## Task directions
Would you copy out the whole listing exactly as given?

## Extracted data
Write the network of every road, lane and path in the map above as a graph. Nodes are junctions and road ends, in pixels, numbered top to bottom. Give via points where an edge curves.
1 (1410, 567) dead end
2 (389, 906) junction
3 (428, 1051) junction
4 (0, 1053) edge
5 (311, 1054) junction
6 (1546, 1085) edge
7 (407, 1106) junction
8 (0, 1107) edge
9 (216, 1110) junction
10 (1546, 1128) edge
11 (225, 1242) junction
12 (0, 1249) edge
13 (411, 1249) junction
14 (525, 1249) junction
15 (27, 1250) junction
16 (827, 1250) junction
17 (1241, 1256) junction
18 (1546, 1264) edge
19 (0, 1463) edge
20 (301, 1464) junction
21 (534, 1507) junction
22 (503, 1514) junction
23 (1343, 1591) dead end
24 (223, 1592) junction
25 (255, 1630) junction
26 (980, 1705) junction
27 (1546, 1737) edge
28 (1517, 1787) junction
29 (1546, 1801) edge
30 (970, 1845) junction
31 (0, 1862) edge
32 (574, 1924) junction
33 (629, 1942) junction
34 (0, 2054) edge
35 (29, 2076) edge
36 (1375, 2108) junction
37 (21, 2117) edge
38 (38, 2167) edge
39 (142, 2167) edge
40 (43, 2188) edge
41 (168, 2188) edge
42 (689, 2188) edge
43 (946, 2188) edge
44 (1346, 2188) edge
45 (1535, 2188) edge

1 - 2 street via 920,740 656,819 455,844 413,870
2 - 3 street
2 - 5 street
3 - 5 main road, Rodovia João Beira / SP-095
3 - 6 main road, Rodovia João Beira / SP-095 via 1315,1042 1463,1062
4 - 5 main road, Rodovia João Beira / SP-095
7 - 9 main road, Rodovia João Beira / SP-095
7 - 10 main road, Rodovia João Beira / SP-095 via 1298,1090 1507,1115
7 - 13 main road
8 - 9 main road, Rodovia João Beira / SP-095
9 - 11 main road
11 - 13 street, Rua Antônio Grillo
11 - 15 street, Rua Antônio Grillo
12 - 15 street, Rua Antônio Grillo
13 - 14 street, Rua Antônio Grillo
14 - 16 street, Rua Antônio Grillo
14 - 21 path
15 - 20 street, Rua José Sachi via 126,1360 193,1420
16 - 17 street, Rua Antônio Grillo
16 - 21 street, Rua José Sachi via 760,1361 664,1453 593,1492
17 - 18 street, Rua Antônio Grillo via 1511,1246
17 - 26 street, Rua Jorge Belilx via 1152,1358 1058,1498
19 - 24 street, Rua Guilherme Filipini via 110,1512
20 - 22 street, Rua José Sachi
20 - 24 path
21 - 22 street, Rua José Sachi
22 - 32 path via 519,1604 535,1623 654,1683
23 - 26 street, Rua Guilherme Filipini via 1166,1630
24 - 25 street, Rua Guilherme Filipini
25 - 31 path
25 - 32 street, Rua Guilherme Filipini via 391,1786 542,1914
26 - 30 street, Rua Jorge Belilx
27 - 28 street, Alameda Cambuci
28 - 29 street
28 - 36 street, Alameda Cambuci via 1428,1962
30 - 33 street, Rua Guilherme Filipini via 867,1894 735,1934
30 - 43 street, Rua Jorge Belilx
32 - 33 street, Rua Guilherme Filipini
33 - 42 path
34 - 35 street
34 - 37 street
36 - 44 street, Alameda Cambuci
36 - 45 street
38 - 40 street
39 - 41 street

## Result below
Write the network of every road, lane and path in the map above as a graph. Nodes are junctions and road ends, in pixels, numbered top to bottom. Give via points where an edge curves.
1 (1410, 567) dead end
2 (389, 906) junction
3 (428, 1051) junction
4 (0, 1053) edge
5 (311, 1054) junction
6 (1546, 1085) edge
7 (407, 1106) junction
8 (0, 1107) edge
9 (216, 1110) junction
10 (1546, 1128) edge
11 (225, 1242) junction
12 (0, 1249) edge
13 (411, 1249) junction
14 (525, 1249) junction
15 (27, 1250) junction
16 (827, 1250) junction
17 (1241, 1256) junction
18 (1546, 1264) edge
19 (0, 1463) edge
20 (301, 1464) junction
21 (534, 1507) junction
22 (503, 1514) junction
23 (1343, 1591) dead end
24 (223, 1592) junction
25 (255, 1630) junction
26 (980, 1705) junction
27 (1546, 1737) edge
28 (1517, 1787) junction
29 (1546, 1801) edge
30 (970, 1845) junction
31 (0, 1862) edge
32 (574, 1924) junction
33 (629, 1942) junction
34 (0, 2054) edge
35 (29, 2076) edge
36 (1375, 2108) junction
37 (21, 2117) edge
38 (38, 2167) edge
39 (142, 2167) edge
40 (43, 2188) edge
41 (168, 2188) edge
42 (689, 2188) edge
43 (946, 2188) edge
44 (1346, 2188) edge
45 (1535, 2188) edge

1 - 2 street via 920,740 656,819 455,844 413,870
2 - 3 street
2 - 5 street
3 - 5 main road, Rodovia João Beira / SP-095
3 - 6 main road, Rodovia João Beira / SP-095 via 1315,1042 1463,1062
4 - 5 main road, Rodovia João Beira / SP-095
7 - 9 main road, Rodovia João Beira / SP-095
7 - 10 main road, Rodovia João Beira / SP-095 via 1298,1090 1507,1115
7 - 13 main road
8 - 9 main road, Rodovia João Beira / SP-095
9 - 11 main road
11 - 13 street, Rua Antônio Grillo
11 - 15 street, Rua Antônio Grillo
12 - 15 street, Rua Antônio Grillo
13 - 14 street, Rua Antônio Grillo
14 - 16 street, Rua Antônio Grillo
14 - 21 path
15 - 20 street, Rua José Sachi via 126,1360 193,1420
16 - 17 street, Rua Antônio Grillo
16 - 21 street, Rua José Sachi via 760,1361 664,1453 593,1492
17 - 18 street, Rua Antônio Grillo via 1511,1246
17 - 26 street, Rua Jorge Belilx via 1152,1358 1058,1498
19 - 24 street, Rua Guilherme Filipini via 110,1512
20 - 22 street, Rua José Sachi
20 - 24 path
21 - 22 street, Rua José Sachi
22 - 32 path via 519,1604 535,1623 654,1683
23 - 26 street, Rua Guilherme Filipini via 1166,1630
24 - 25 street, Rua Guilherme Filipini
25 - 31 path
25 - 32 street, Rua Guilherme Filipini via 391,1786 542,1914
26 - 30 street, Rua Jorge Belilx
27 - 28 street, Alameda Cambuci
28 - 29 street
28 - 36 street, Alameda Cambuci via 1428,1962
30 - 33 street, Rua Guilherme Filipini via 867,1894 735,1934
30 - 43 street, Rua Jorge Belilx
32 - 33 street, Rua Guilherme Filipini
33 - 42 path
34 - 35 street
34 - 37 street
36 - 44 street, Alameda Cambuci
36 - 45 street
38 - 40 street
39 - 41 street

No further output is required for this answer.